John, can you write a blog post about the BIDMC EMPI strategy? I would like to know the approach you use. Patient identification is more complex than a number. patient matching against first name, last name, DOB, sex, zip code and last 4 of ssn has an error rate of 1 in 40 million (false positive). Drop the last 4 of ssn and it is 1 in 80,000 (still 99.999%).

Rob Macmillan said...

We at Global Patient Identifiers, Inc. believe that the implementation of a National Patient Identifier must address two key issues from the outset or it will be doomed to failure.
Firstly, it must empower the patient to be able to make decisions about the privacy of his or her healthcare record. It must allow the patient to decide that while part of the record may be “open” (meaning available to all providers), other parts may be “private” and available only to those as specified by a privacy policy selected by the patient.

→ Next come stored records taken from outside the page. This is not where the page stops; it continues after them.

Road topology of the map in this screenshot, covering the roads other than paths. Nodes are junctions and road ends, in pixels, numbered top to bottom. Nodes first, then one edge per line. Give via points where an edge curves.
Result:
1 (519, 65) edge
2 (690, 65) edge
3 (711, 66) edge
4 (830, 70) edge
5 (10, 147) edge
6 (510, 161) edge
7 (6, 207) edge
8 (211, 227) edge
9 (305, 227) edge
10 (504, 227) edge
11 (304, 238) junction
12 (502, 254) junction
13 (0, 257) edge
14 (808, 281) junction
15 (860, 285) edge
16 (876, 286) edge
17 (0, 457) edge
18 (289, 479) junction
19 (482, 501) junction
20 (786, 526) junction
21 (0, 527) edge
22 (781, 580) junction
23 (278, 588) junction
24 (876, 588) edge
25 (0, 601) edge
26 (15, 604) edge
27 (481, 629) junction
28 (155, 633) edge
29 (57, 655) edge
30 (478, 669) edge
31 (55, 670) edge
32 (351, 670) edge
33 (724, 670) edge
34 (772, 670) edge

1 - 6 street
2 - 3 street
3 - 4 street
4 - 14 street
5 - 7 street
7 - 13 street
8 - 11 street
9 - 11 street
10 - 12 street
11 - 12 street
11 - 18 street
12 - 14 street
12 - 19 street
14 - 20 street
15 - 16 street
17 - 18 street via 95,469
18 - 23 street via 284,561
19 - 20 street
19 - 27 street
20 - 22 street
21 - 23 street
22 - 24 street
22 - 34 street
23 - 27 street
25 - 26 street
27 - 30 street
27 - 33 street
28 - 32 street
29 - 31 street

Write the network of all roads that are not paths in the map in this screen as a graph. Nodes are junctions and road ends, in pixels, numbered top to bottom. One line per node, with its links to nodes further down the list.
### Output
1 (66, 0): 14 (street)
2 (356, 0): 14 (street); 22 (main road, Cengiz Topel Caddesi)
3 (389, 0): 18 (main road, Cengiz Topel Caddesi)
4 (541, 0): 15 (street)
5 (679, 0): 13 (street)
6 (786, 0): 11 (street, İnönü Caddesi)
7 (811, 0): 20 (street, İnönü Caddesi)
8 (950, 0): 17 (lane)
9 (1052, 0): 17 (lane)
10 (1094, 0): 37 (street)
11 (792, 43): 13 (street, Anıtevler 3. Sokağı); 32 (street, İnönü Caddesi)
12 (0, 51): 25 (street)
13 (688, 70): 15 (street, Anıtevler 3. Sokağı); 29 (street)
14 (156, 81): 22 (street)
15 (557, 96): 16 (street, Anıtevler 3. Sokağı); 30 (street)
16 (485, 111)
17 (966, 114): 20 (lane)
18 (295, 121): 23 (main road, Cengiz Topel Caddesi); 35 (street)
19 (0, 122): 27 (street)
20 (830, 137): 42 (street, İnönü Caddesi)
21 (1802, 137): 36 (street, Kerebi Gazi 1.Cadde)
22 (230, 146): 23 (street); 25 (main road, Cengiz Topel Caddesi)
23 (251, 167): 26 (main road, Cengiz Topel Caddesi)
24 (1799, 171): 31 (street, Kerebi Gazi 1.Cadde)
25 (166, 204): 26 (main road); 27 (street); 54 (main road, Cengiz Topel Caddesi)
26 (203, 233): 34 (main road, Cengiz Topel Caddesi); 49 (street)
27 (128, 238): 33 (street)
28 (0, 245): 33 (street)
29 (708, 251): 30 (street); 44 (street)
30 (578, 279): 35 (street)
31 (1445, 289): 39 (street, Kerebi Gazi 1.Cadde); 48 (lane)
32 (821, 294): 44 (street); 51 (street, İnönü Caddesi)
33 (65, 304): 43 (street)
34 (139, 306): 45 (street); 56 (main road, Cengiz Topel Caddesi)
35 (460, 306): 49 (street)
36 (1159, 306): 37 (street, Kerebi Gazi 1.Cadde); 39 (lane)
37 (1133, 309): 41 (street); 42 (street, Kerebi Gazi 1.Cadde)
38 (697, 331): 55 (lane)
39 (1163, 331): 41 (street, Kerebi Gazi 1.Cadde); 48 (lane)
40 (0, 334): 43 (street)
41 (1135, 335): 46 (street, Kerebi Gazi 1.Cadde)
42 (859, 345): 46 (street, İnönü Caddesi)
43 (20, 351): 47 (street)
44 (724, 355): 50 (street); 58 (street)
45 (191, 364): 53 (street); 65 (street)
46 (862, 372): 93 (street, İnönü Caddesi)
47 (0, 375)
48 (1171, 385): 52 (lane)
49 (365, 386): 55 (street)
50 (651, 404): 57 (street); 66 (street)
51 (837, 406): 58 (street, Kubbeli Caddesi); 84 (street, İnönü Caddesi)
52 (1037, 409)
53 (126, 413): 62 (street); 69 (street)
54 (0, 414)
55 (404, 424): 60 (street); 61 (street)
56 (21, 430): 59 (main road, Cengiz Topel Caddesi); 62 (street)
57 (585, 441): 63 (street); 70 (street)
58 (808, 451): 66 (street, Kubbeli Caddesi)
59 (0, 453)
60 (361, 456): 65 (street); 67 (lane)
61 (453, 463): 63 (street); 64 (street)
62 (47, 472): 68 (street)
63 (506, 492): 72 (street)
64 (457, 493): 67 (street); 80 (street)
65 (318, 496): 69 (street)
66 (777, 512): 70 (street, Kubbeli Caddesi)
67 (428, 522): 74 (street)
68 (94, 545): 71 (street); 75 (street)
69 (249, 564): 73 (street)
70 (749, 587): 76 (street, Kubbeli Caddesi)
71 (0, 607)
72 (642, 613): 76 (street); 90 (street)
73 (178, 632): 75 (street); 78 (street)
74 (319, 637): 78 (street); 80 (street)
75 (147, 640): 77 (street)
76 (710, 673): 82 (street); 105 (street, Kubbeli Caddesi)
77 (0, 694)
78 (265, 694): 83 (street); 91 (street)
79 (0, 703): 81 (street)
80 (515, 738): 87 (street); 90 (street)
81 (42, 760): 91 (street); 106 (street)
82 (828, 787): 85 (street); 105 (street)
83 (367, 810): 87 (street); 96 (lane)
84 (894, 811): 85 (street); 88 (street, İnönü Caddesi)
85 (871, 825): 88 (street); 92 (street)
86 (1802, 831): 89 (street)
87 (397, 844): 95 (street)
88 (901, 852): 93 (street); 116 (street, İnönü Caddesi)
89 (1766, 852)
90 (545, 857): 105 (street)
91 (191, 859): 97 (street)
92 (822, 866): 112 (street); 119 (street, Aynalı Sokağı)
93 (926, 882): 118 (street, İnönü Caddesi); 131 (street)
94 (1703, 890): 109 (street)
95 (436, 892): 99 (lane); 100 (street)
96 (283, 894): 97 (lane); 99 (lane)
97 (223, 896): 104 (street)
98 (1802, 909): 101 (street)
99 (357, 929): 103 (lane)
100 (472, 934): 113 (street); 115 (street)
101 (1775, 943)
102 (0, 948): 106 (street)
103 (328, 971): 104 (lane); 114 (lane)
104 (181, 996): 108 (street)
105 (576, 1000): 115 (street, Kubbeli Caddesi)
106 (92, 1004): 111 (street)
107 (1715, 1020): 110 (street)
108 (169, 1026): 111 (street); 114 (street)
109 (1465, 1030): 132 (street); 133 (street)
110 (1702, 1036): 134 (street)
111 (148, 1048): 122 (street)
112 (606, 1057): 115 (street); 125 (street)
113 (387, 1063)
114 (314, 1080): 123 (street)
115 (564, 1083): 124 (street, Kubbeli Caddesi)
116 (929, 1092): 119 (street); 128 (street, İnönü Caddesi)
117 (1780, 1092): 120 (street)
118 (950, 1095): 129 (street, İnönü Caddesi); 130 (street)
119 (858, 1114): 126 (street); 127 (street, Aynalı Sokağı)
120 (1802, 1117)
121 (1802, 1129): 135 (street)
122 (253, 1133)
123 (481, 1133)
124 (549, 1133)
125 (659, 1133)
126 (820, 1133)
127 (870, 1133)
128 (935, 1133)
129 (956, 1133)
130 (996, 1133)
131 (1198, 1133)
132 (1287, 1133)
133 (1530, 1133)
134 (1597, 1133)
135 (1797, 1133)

It may indeed be necessary to have multiple privacy policies for different kinds of information.
Secondly, it must be implemented by the private sector and patients must be able to decide if and when they will acquire an identifier. In other words, the implementation must be voluntary.
We believe that the combination of these two factors will drive nearly universal patient acceptance of a unique healthcare identifier.

Edward J. Larkin said...

Why not use ones own thumbprint? If you want a drivers license in Texas, you are required to provide this. If you want to rent a storage unit in the state of Arizona you will also need to provide this. Its easy, its simple and its impossible to duplicate!

XML4Pharma said...

Impossible to duplicate?
You can find Dr. Schauble's (the German finance minister) fingerprints on the internet. See http://www.focus.de/digital/multimedia/tid-9383/chaos-computer-club_aid_267520.html
A security breach has been found at the Frankfurt airport where fingerprint was used to provide access to the security zone without further control for coworkers. It was found to be easy to copy someone elses fingerprint and getting access using a rubber duplicate.
I do not know about the US, but acceptance by the population is extremely low in Europe ("big brother" fear).

Cory Weston said...

A patient person-controlled identifier s lerveraging Direct Addresses seems to be a great way to get around the "coercive" objection and the cultural resistance to a Universal ID. We explored the mechanics of this in the Chatham Connect with Direct ONC sponsored Consumer Innovation Challenge project. The difficult part assuming that we can overcome the policy and mechanical problems will still be getting patients to adopt Direct Addresses and use them. How do patient come to see that value? Patient engagement in healthcare is the key to so many problems.